WHAT YOU WILL DO: Scan the listing for the word "Benjamin", and copy out each line where it is found.
═══ DATA FOR PROCESSING ═══
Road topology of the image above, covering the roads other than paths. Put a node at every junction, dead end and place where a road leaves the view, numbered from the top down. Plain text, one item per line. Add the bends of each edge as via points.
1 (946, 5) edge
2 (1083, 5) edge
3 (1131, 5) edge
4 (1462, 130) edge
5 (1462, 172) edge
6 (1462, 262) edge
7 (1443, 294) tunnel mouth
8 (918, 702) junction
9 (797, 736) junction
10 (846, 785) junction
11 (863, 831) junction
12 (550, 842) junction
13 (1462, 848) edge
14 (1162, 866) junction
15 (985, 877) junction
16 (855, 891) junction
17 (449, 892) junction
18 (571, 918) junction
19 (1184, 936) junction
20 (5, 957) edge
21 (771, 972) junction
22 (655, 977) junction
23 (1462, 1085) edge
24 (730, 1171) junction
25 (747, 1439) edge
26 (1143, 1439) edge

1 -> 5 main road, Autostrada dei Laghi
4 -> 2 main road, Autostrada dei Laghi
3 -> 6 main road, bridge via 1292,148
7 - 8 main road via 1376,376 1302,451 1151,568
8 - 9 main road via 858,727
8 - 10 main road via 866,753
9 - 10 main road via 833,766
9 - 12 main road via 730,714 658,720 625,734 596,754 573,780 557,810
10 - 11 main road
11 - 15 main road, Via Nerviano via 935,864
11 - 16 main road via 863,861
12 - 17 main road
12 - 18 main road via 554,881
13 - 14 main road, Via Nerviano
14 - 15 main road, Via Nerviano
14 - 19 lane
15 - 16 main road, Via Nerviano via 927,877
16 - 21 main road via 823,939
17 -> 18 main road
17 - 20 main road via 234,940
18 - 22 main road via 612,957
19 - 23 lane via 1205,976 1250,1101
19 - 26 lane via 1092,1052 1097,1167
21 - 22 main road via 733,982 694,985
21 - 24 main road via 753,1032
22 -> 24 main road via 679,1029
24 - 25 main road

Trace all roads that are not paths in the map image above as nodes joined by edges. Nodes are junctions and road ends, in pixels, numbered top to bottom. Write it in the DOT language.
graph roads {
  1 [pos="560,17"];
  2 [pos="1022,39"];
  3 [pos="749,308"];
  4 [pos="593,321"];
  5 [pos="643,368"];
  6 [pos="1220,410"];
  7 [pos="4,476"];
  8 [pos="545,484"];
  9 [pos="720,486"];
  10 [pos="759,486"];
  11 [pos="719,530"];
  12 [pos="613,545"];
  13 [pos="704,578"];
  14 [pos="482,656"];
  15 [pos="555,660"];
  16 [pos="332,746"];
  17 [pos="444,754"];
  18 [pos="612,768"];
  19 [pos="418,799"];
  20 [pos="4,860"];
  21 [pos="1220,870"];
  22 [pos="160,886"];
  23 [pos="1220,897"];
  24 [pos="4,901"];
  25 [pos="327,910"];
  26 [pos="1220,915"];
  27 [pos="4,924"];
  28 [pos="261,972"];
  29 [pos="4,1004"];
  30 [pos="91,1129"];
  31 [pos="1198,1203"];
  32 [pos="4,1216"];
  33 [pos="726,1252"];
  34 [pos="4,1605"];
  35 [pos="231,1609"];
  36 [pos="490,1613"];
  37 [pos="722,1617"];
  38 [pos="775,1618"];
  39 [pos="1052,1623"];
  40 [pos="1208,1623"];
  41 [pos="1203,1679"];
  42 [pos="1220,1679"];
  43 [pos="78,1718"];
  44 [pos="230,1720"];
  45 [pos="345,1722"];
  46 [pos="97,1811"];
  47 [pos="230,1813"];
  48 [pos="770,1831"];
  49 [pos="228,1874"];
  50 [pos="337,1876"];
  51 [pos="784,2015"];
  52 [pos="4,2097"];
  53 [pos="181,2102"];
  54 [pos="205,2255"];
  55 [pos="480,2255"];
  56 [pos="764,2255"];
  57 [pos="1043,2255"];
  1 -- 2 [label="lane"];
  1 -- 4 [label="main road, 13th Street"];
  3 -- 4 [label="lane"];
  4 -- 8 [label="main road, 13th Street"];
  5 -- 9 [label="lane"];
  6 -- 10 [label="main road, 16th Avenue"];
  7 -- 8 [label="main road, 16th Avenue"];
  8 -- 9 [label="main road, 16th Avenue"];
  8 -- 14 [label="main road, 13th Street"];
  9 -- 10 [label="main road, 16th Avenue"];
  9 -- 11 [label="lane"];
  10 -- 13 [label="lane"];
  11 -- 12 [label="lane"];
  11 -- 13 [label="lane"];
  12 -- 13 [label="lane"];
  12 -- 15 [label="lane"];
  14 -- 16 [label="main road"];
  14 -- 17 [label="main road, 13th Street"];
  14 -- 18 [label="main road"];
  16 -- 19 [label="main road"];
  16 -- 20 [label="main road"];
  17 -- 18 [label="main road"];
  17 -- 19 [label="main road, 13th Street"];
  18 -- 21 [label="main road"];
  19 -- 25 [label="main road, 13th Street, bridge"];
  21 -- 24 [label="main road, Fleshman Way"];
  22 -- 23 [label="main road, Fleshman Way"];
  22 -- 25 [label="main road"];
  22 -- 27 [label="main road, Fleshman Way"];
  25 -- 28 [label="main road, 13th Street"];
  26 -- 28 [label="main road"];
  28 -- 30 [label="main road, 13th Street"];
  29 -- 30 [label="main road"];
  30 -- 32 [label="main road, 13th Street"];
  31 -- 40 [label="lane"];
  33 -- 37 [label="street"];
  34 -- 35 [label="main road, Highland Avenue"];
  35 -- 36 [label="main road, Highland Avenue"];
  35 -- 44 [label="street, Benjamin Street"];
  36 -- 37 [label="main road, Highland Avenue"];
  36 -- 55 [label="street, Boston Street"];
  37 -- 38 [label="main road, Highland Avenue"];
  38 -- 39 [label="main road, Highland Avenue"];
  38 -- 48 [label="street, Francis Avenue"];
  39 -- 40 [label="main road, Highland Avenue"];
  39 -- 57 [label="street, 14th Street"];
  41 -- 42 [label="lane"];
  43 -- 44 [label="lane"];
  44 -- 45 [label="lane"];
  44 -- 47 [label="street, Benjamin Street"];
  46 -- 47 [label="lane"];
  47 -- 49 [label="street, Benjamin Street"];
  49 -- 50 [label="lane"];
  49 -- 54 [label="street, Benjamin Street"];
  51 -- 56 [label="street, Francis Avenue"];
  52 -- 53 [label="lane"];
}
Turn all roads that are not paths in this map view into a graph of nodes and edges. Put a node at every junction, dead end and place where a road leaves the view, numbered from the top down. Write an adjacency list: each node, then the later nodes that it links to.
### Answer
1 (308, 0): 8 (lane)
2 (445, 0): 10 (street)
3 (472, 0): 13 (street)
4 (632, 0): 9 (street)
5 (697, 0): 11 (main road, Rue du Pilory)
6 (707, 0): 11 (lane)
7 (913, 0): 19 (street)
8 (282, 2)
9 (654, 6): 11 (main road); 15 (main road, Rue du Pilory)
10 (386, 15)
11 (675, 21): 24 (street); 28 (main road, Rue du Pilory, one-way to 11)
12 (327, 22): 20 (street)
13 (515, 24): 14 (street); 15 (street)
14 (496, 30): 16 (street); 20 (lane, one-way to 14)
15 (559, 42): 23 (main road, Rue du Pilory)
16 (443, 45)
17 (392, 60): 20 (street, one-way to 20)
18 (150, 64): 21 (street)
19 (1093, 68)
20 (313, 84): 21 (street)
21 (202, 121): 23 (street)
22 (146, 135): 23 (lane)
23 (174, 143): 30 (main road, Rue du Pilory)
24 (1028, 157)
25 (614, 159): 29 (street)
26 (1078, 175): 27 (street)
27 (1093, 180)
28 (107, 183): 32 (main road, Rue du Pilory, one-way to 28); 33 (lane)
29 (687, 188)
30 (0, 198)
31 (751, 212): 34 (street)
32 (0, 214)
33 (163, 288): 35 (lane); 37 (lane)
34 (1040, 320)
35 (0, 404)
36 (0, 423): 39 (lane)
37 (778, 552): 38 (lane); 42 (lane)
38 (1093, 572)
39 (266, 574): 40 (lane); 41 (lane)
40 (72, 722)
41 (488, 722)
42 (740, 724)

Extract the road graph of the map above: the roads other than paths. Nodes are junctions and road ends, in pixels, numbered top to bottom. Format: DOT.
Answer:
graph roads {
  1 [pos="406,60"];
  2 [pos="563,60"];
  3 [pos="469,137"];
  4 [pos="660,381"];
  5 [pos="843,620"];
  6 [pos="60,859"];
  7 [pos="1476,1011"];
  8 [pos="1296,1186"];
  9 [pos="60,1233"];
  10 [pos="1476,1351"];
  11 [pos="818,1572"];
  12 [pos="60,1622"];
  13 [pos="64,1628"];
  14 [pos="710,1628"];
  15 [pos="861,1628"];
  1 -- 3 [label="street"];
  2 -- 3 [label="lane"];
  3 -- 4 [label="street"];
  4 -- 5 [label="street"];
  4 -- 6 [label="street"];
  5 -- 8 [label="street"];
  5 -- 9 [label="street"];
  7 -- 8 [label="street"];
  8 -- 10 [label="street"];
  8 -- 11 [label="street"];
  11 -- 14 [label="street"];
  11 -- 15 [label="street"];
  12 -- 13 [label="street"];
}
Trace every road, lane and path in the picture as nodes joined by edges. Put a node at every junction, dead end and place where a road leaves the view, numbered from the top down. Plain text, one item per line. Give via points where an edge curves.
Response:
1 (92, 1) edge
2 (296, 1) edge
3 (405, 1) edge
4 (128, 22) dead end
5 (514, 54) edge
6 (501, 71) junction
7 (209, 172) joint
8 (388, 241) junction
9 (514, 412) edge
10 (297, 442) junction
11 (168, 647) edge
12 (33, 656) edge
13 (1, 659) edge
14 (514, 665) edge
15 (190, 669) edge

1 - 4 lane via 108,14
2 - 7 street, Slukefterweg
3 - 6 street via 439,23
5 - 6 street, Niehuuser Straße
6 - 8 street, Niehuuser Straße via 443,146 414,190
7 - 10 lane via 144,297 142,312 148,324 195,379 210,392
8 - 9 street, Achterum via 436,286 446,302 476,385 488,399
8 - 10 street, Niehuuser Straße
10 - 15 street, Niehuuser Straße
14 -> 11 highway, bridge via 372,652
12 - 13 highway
═══
ANSWER SPACE:
  35 -- 44 [label="street, Benjamin Street"];
  44 -- 47 [label="street, Benjamin Street"];
  47 -- 49 [label="street, Benjamin Street"];
  49 -- 54 [label="street, Benjamin Street"];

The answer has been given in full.